As a teacher I have been keen for the pupils to be involved in blogging as I recognise that it is another environment for, shall we say, the pupil centred experience. I had had some problems with Word Press blogs in glow previously so had gone down the line of using the built-in blogs within sharepoint but found them a little limiting and awkward to use beyond simply typing a post (especially linking to media in sharepoint).
Since signing up to the Bootcamp it has brought my motivation back to give the pupils the ‘blogging’ experience and so I quickly created two primary 7 blogs for both our p7 classes. As the blogs are public on the bootcamp, we also took the decision to encourage parents to comment; the new blogs coincided with the annual primary 7 trip away from school for a whole week. Inspite of the very limiting hardware and internet connectivity many posts were made. I found it exciting to read and to see examples of the activities they were doing; and what fun they seemd to be having!

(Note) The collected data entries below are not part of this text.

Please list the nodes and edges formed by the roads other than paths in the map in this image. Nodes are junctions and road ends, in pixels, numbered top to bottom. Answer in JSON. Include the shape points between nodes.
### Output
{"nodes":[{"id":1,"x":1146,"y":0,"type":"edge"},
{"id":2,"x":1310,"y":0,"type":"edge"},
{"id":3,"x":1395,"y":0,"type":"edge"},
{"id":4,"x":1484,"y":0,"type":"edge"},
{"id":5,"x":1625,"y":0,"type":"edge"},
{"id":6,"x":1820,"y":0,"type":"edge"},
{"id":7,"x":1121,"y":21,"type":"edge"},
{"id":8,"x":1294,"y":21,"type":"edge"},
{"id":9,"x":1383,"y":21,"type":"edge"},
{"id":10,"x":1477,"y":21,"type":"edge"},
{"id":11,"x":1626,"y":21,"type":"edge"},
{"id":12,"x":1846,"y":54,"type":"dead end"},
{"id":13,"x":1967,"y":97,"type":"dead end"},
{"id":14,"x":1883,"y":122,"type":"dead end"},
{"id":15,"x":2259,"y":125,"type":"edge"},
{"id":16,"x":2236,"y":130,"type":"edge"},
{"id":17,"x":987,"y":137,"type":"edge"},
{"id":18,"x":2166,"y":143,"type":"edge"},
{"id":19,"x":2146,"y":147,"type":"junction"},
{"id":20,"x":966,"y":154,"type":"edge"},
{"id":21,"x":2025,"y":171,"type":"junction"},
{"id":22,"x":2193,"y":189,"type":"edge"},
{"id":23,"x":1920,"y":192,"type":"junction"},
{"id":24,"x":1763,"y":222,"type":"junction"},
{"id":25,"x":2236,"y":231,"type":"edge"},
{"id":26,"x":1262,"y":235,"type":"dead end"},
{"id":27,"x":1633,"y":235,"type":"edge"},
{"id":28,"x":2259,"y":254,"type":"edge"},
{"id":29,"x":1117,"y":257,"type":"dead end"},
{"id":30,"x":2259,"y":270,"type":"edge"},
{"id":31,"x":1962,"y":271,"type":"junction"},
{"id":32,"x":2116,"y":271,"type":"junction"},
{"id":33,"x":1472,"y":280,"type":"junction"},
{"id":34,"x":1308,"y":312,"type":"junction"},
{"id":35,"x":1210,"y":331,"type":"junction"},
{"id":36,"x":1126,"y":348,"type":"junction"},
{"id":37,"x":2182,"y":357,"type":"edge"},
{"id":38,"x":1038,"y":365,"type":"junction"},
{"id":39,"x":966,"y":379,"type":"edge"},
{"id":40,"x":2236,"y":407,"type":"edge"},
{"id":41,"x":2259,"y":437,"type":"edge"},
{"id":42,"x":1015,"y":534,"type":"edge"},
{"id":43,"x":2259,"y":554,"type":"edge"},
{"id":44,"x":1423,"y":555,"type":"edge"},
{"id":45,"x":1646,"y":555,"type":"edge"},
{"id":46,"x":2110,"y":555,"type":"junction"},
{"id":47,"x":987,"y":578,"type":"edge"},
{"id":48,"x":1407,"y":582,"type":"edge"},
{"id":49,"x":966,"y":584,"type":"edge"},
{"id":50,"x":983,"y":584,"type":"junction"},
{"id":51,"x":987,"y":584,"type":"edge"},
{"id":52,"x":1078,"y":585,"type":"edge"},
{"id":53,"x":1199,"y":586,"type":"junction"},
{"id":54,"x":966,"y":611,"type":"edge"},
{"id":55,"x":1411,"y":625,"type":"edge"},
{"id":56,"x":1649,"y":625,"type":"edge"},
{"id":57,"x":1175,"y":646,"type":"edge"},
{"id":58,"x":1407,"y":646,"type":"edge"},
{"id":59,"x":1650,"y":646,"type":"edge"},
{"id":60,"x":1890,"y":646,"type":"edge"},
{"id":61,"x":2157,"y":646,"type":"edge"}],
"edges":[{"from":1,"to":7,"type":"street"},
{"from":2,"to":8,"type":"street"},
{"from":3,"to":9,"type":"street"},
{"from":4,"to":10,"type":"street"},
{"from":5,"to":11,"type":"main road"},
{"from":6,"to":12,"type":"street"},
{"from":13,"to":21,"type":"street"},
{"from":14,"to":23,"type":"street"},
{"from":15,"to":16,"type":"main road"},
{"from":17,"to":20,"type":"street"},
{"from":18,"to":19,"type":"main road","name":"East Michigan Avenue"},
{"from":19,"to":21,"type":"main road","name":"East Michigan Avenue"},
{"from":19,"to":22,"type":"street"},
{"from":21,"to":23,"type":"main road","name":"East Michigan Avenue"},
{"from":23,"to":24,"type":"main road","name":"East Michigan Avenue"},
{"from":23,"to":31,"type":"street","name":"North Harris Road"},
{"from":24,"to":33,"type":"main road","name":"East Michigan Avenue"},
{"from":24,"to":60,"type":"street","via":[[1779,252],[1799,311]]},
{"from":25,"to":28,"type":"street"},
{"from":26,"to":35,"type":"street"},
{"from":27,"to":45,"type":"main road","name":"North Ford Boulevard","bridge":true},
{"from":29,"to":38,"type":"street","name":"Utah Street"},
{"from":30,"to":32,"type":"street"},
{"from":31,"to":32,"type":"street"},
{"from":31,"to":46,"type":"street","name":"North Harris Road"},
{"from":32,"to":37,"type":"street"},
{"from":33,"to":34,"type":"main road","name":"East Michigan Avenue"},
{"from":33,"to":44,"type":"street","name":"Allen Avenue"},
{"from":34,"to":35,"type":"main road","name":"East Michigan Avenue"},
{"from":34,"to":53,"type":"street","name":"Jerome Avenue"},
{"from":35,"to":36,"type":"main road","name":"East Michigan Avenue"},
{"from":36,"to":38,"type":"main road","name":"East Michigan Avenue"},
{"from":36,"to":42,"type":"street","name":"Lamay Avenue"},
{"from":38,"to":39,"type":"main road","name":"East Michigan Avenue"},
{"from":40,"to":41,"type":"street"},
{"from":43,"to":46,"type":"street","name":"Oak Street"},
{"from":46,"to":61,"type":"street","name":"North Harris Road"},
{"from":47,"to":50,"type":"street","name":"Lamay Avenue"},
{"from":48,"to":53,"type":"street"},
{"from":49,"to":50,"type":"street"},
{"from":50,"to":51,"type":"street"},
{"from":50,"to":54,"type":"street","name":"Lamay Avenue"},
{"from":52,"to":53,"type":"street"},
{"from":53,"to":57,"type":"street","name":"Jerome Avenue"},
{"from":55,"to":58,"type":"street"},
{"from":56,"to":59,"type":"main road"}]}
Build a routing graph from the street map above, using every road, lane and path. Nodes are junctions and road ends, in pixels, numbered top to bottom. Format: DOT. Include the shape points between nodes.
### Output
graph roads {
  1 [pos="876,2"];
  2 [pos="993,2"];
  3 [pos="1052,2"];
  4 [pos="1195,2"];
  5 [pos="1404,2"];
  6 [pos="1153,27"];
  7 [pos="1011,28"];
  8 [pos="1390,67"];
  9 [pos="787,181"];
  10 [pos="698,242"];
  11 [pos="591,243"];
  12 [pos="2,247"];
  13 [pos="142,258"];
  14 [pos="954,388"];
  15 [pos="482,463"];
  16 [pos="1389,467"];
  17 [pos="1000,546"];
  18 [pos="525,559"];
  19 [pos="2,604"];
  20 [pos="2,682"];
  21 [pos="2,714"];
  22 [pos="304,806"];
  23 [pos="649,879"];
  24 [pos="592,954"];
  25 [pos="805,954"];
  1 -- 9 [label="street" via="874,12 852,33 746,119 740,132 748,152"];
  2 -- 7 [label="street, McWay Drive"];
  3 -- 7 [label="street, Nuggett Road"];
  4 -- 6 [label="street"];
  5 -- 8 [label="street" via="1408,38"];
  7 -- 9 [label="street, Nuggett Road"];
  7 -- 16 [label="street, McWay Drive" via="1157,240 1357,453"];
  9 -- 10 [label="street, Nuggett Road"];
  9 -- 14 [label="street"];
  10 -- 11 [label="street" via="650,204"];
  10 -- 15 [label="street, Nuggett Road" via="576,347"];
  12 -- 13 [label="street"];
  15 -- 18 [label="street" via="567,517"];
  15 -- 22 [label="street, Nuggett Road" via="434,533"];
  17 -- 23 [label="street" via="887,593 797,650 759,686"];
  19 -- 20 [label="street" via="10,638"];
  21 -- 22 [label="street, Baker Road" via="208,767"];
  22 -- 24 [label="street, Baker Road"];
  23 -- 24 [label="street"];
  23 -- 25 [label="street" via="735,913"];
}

Back at school! So now the pupils have been asked to post a reflection on their week away. A class of pupils is of course wide in range when it comes to being a learner and being a social animal. Many pupils these days are heavily into social media that has already laid down its own rules or codes of conduct. A wide range of social media apps are used by children of all ages ( and apps that parents and older children are not even aware of).
So really, it is questions that are going through my head at the moment. How to organise blogging with pupils under the pretext of learning and teaching? In school we aim to teach language skills that are fit for the purpose creating a range of text types, such as, information, explanation, persuasion, imaginery and poetry etc. In the ‘real’world before 9.00am and after 3.00pm the children have learned and are using other forms of text types that stimulate them and excite them and seem more relevant. How do w, as learners and teachers negotiate the blog space, within the context of education, where all these text types seem to collide?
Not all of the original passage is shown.